SGLT2 inhibitors started as diabetes drugs. Outcome trial data showing 25–35% reductions in cardiovascular death and a 14% lifespan extension in male mice has pushed them into longevity discussions. Here's the complete picture.
SGLT2 inhibitors are the newest entry in the longevity drug conversation. Bryan Johnson added Jardiance (empagliflozin) and Brenzavvy (bexagliflozin) to the Immortals Rx platform. Peter Attia has discussed empagliflozin at length. The NIA Interventions Testing Program found that canagliflozin (same class) extended lifespan in male mice by 14% — one of the largest effects seen in the ITP's rigorous multi-site protocol.

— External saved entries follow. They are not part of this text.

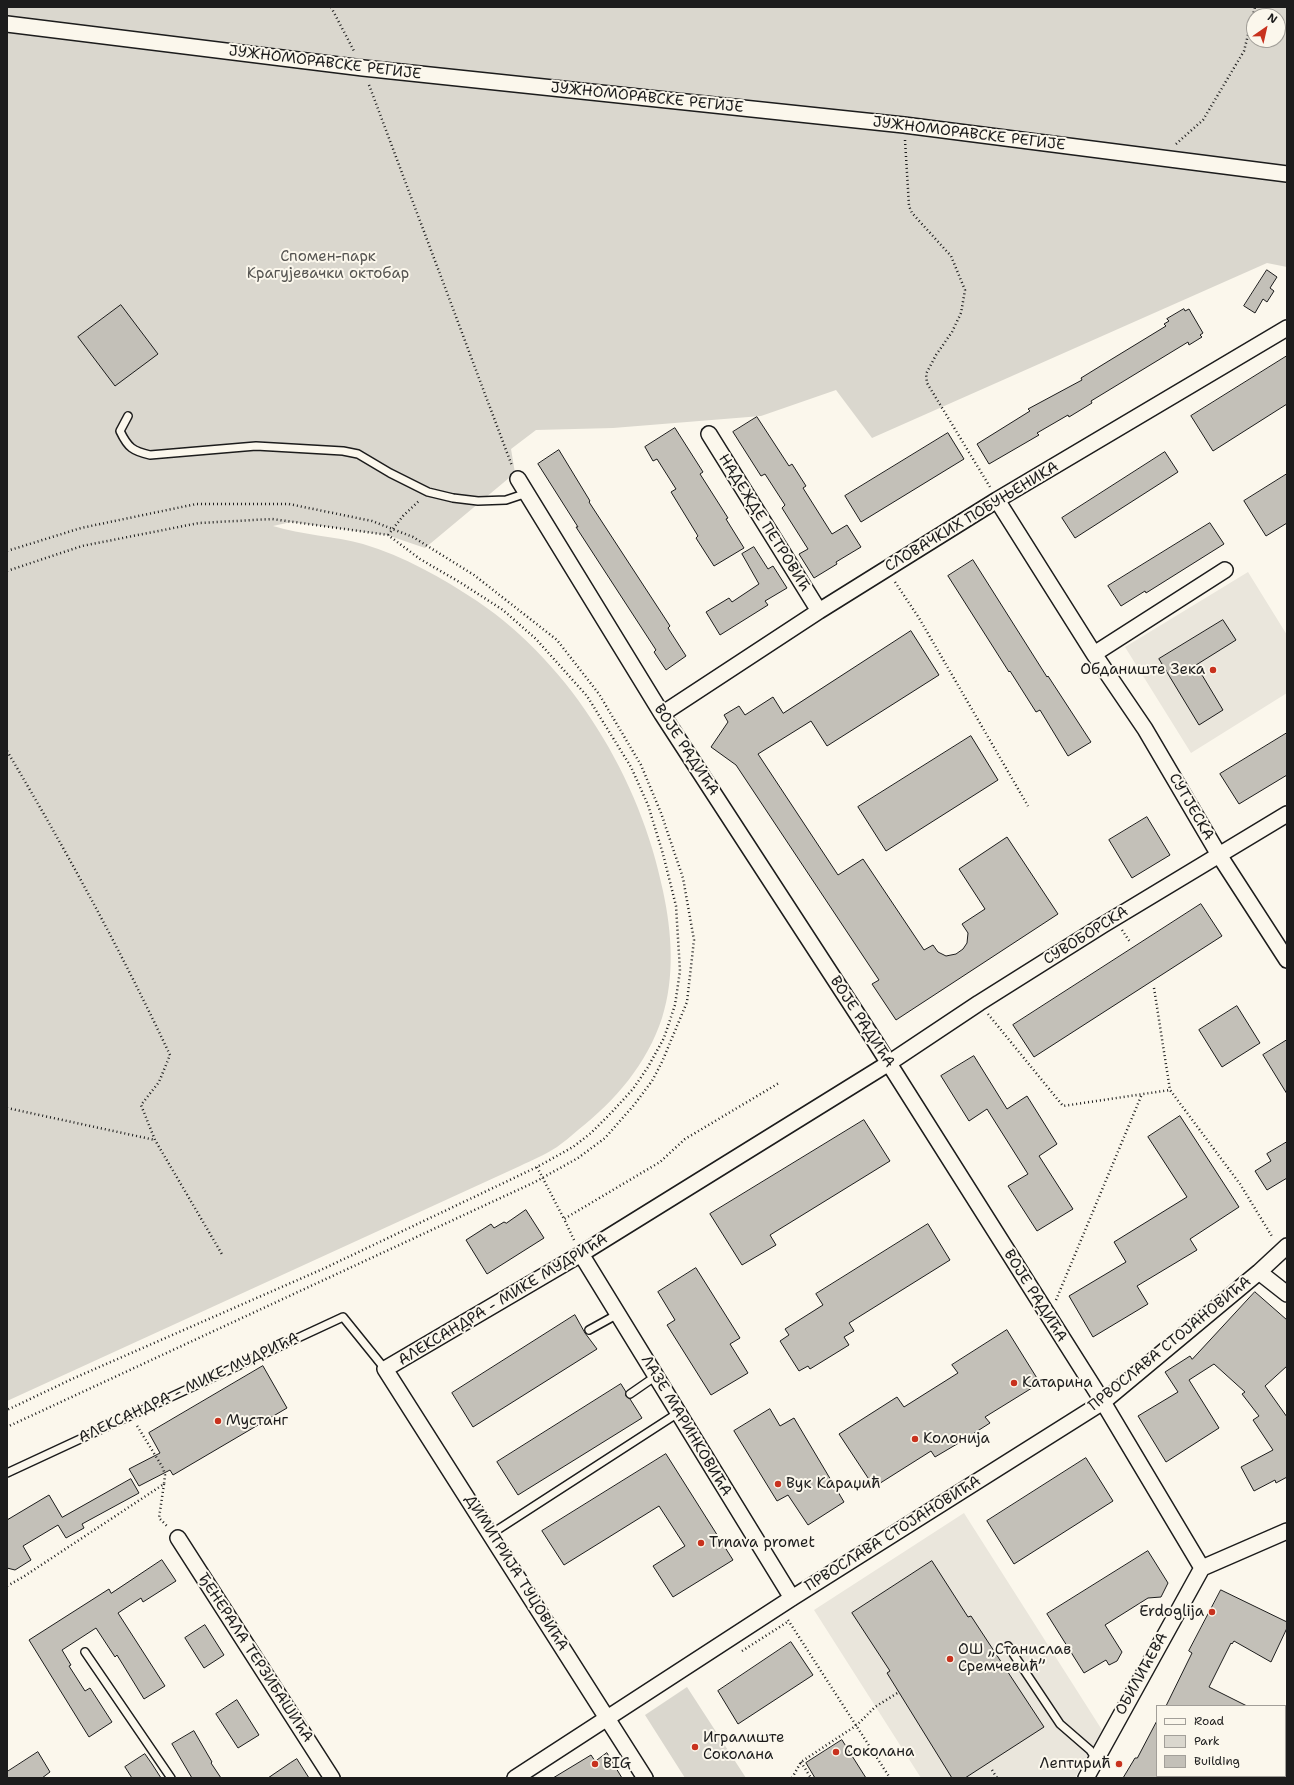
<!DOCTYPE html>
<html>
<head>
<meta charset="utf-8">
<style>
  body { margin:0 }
  #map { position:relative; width:1294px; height:1785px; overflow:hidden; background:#fbf7ec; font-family:"Shantell Sans",sans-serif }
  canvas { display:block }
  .frame { position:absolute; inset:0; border:8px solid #1c1c1c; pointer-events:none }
  .legend { position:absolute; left:1156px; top:1705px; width:130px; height:72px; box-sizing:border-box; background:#fbf7ec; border:1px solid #a29f99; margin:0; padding:5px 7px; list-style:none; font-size:12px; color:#1c1c1c }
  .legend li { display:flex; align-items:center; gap:8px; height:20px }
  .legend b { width:20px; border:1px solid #a29f99 }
  .north { position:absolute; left:1246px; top:8px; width:40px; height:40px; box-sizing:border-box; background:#fbf7ec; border:1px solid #a29f99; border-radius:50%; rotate:34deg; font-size:11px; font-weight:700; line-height:16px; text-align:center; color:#1c1c1c }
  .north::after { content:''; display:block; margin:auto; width:14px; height:18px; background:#c8321e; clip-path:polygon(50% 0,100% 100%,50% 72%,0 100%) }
</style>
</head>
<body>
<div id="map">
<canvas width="1294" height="1785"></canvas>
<div class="frame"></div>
<ul class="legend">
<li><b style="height:5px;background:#fbf7ec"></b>Road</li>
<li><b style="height:11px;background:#dad7ce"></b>Park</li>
<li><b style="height:11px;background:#c3c0b8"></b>Building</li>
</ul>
<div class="north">N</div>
</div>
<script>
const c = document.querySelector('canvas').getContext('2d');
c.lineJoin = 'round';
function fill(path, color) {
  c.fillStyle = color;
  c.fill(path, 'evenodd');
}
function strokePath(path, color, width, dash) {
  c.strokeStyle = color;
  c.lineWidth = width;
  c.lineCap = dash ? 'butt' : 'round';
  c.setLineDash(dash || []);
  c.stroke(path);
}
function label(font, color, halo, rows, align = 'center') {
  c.font = font + ' "Shantell Sans",sans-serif';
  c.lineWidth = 4;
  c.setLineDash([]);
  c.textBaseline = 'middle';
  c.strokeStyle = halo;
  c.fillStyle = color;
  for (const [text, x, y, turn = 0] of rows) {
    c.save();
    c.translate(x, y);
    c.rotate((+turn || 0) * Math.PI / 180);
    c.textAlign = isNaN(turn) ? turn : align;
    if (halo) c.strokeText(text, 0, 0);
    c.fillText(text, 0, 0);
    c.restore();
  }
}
fill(new Path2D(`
  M1248 572 1287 635V693L1191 753 1125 647Z
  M964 1513 1102 1730 1075 1778H921L814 1610Z`), '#eae6dc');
fill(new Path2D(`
  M7 7H1287V267L1267 263 872 438 836 390 761 416 613 428 536 430 511 449 515 473 425 548 387 535 291 522 273 526C302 535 334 536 363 544 404 556 442 578 477 601 572 665 641 780 663 891 672 933 675 977 662 1018 647 1064 615 1101 578 1130 571 1136 564 1142 557 1147 545 1155 532 1160 520 1166L7 1401ZM1254 16H1278V40H1254Z
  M687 1687 746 1778H685L645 1715Z`), '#dad7ce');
const building = new Path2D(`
  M1267 270 1277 277 1270 288 1274 291 1267 302 1263 299 1255 313 1244 306Z
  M121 305 158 354 115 386 78 337Z
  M1184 309 1185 311 1189 309 1203 333 1200 335 1202 337 1189 345 1188 342 1091 401 1092 403 1069 417 1068 415 1037 433 1039 435 989 464 977 444 1030 411 1028 409 1082 380 1081 378 1107 362 1166 326 1164 324 1169 321 1167 319Z
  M1287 356V404L1213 451 1191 416Z
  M757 417 789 466 792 464 806 486 803 488 832 534 847 525 861 547 836 562 837 564 814 578 799 554 808 549 782 508 785 505 765 474 761 476 733 432Z
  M675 428 703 472 700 474 728 518 726 519 744 548 714 566 696 538 698 536 671 492 676 489 657 459 653 461 645 447Z
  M948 433 964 459 861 522 845 496Z
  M559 450 590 501 589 502 670 626 668 628 686 656 666 670 654 652 656 650 576 527H578L538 464Z
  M1165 452 1178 472 1075 538 1062 518Z
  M1287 474V523L1266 536 1244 501Z
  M1210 523 1224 544 1146 593 1145 591 1121 606 1108 586Z
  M754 547 768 569 773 566 787 588 765 601 768 605 720 635 706 612 729 598 732 602 759 584 742 554Z
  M973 560 1047 677 1048 676 1091 742 1068 756 1040 710 1036 712 1010 671 1009 672 948 576Z
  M1223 620 1236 640 1196 665 1223 710 1199 725 1159 659Z
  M911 631 939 675 827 746 811 721 758 754 838 875 863 859 924 950 933 945 938 952 946 956 956 954 963 949 967 943 968 933 962 924 985 909 959 869 1007 837 1058 914 896 1020 872 984 879 980 736 765 711 747 728 722 724 715 739 706 745 715 773 697 783 713Z
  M1287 733V775L1239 804 1220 774Z
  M971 736 998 780 886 851 858 807Z
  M1147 817 1170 855 1132 878 1109 840Z
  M1201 904 1222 936 1034 1057 1013 1025Z
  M1237 1006 1260 1043 1222 1067 1199 1030Z
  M1287 1040V1094L1263 1055Z
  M974 1056 1007 1109 1027 1096 1057 1144 1039 1156 1073 1209 1037 1231 1008 1186 1028 1174 987 1109 969 1121 941 1076Z
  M1180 1116 1239 1207 1190 1239 1197 1250 1137 1286 1148 1304 1093 1337 1069 1296 1126 1262 1114 1242 1187 1197 1148 1137Z
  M864 1120 890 1161 770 1235 776 1245 742 1265 710 1214Z
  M1287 1142V1178L1267 1190 1255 1171 1271 1161 1267 1154Z
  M526 1210 544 1238 487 1274 466 1240 491 1224 494 1228 504 1222 506 1223Z
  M928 1224 950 1260 849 1323 854 1331 844 1337 849 1345 810 1369 808 1366 799 1371 780 1341 789 1335 785 1329 823 1305 816 1294Z
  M696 1268 740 1338 730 1344 748 1373 711 1395 667 1325 675 1320 658 1292Z
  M1255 1292 1287 1320V1366L1265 1386 1287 1417V1477L1276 1483 1275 1480 1254 1491 1241 1467 1273 1450 1253 1420 1259 1416 1242 1394 1245 1392 1214 1364 1189 1380 1219 1428 1166 1462 1138 1416 1178 1392 1165 1372 1190 1356 1192 1359Z
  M575 1315 585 1333 597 1349 473 1427 452 1393Z
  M1007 1330 1040 1383 985 1417 990 1423 957 1444 935 1457 931 1451 874 1487 839 1434 897 1397 904 1407 958 1373 952 1365Z
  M263 1366 287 1408 173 1475 170 1470 139 1486 129 1469 160 1453 149 1433Z
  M621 1384 626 1392V1396L630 1399 642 1418 518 1495 497 1462Z
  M770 1409 780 1426 794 1418 844 1502 808 1525 788 1495 777 1501 734 1431Z
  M666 1454 733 1560 673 1597 653 1566 685 1546 659 1506 564 1565 542 1531Z
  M1086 1458 1113 1501 1014 1564 987 1521Z
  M131 1479 139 1493 82 1524 84 1528 66 1538 58 1525 23 1546 31 1560 15 1570 7 1568V1520L49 1495 62 1517Z
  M1148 1551 1168 1583 1161 1597 1148 1598 1105 1625 1122 1652 1117 1661 1109 1665 1106 1660 1084 1673 1047 1614Z
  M162 1560 176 1581 143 1602 141 1598 118 1613 165 1686 144 1699 117 1655 115 1657 96 1628 62 1650 71 1665 69 1666 85 1691 90 1688 112 1722 89 1737 29 1640 109 1589 111 1593Z
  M932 1561 968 1617 971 1616 1044 1727 965 1778H952L887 1673 890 1671 852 1613Z
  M1221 1590 1287 1622V1628L1271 1662 1234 1641 1232 1644 1231 1643 1209 1687 1247 1706H1166L1192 1653 1189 1651Z
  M205 1625 224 1655 204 1668 185 1638Z
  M791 1642 813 1675 738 1724 718 1691Z
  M237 1700 259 1735 238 1748 216 1714Z
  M1157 1721V1778H1123L1135 1758H1137Z
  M194 1731 212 1762 211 1763 221 1778H192L172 1744Z
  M842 1740 866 1778H815L806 1763Z
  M38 1752 50 1772 42 1778H7V1772Z
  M607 1753 622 1778H553L591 1755 595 1761Z
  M145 1754 152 1764 161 1778H132L125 1767Z
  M297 1759 309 1778H268L290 1763Z`);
fill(building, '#c3c0b8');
strokePath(building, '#1c1c1c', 1);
const service = new Path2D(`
  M128 416 120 431C128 448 133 451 150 455L256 446 343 451 358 454 390 473 428 492 453 498 478 501 506 500 527 493
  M589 1330 618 1314
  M630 1394 656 1376
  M7 1473 343 1317 385 1369
  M491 1534 678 1413
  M1008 1646 1060 1724 1090 1750 1096 1759
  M85 1652 171 1778`);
const minor = new Path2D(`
  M7 24 363 68 904 125 1287 174
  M709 434 819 611
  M518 479 662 714 876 1043 1103 1402 1202 1568
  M997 500 1094 654 1145 729 1219 855 1287 960
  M1094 654 1225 570
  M662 714 819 611 997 500 1287 328
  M581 1254 792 1598
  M1259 1272 1287 1294
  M178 1538 332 1778
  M515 1778 792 1598 1103 1402 1259 1272 1287 1246
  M645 1778 385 1369 581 1254 889 1063 979 1003 1103 925 1287 814
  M1086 1778 1202 1568 1287 1531`);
strokePath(service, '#1c1c1c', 10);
strokePath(minor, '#1c1c1c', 18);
strokePath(new Path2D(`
  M331 7 354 51
  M369 85 512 466
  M905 140 909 206 912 213 951 256 965 290 961 313 952 332 936 355 926 374 927 383 990 487
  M1176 144 1203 120 1244 51 1255 7
  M388 535 403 516 420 500
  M7 551 81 528 196 504H289L372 521 413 537 474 575 557 640 599 694 641 765 661 813 683 878 694 940 687 1002 662 1062 652 1081 634 1105 605 1138 578 1158 535 1182 7 1427
  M7 571 82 546 199 523 272 519 388 535 420 559 461 583 503 610 536 639 587 696 631 767 648 805 663 854 676 906 680 971 675 1005 664 1038 648 1067 633 1089 612 1112 591 1133 573 1147 537 1167 325 1268 72 1379 7 1410
  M895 582 919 618 1028 806
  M7 751C66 850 121 951 170 1055L159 1082 141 1105 155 1140 223 1256
  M1122 930 1130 942
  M1154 988 1170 1090 1240 1184 1273 1238
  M988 1014 1063 1106 1170 1090
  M7 1108 155 1140
  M537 1167 564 1219
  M574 1240 564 1219 660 1162 685 1139 779 1083
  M1056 1300 1142 1094
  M164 1484 159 1518 168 1527
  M7 1586 23 1577 164 1484 165 1475 163 1468 136 1424
  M788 1620 890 1778
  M742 1651 789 1621
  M801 1762 811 1778
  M992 1770 997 1778
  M792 1778 801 1762 857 1725 875 1707 899 1692`), '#1c1c1c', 2.5, [1, 3]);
strokePath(service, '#fbf7ec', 7);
strokePath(minor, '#fbf7ec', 15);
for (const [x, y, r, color] of [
  [1213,670,4,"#c8321e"],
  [1014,1383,4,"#c8321e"],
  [218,1421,4,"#c8321e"],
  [915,1439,4,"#c8321e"],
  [778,1484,4,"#c8321e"],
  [701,1543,4,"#c8321e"],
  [1212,1612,4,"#c8321e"],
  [950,1659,4,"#c8321e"],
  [695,1747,4,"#c8321e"],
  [836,1752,4,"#c8321e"],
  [595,1764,4,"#c8321e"],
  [1119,1764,4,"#c8321e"]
]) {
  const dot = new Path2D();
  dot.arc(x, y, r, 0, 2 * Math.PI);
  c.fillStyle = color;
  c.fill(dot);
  strokePath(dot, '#fbf7ec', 1.5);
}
label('15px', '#1c1c1c', '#fbf7ec', [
  ["ЈУЖНОМОРАВСКЕ РЕГИЈЕ",325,63,7],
  ["ЈУЖНОМОРАВСКЕ РЕГИЈЕ",647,98,6],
  ["ЈУЖНОМОРАВСКЕ РЕГИЈЕ",969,134,7],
  ["СЛОВАЧКИХ ПОБУЊЕНИКА",972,517,-31],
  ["НАДЕЖДЕ ПЕТРОВИЋ",764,523,58],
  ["ВОЈЕ РАДИЋА",686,750,57],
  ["СУТЈЕСКА",1191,807,60],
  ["СУВОБОРСКА",1086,936,-32],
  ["ВОЈЕ РАДИЋА",862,1022,57],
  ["ВОЈЕ РАДИЋА",1035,1296,58],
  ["АЛЕКСАНДРА - МИКЕ МУДРИЋА",503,1300,-31],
  ["ПРВОСЛАВА СТОЈАНОВИЋА",1170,1344,-39],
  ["АЛЕКСАНДРА - МИКЕ МУДРИЋА",189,1388,-25],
  ["ЛАЗЕ МАРИНКОВИЋА",686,1426,59],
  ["ПРВОСЛАВА СТОЈАНОВИЋА",893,1534,-32],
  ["ДИМИТРИЈА ТУЦОВИЋА",516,1573,58],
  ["ЂЕНЕРАЛА ТЕРЗИБАШИЋА",255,1658,57],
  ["ОБИЛИЋЕВА",1142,1674,-61]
]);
label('15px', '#555451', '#fbf7ec', [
  ["Спомен-парк",328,257],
  ["Крагујевачки октобар",328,274]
]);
label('15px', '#1c1c1c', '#fbf7ec', [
  ["Обданиште Зека",1205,670,"right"],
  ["Катарина",1022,1383],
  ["Мустанг",226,1421],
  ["Колонија",923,1439],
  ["Вук Караџић",786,1484],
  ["Trnava promet",709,1543],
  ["Erdoglija",1204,1612,"right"],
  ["ОШ „Станислав",958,1650],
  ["Сремчевић”",958,1667],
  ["Игралиште",703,1738],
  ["Соколана",703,1755],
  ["Соколана",844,1752],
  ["BIG",603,1764],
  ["Лептирић",1111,1764,"right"]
], 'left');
</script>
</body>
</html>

This article explains what SGLT2 inhibitors do, what the human outcome trial data shows, and how to think about the risk-benefit calculation for non-diabetic longevity use.
SGLT2 (sodium-glucose cotransporter 2) is a protein in the kidney proximal tubule that reabsorbs ~90% of filtered glucose back into the bloodstream. SGLT2 inhibitors block this reabsorber, causing the kidneys to excrete 50–100g of glucose per day in the urine regardless of diet or insulin levels. The downstream effects:
Glucose and insulin: Fasting glucose falls 15–25 mg/dL; HbA1c falls 0.5–1.0%. Crucially, because the mechanism is insulin-independent, the drugs lower glucose without causing hypoglycemia.
Weight: Caloric loss from glycosuria causes 2–4 kg of weight loss over 6 months. The effect plateaus as the body adapts.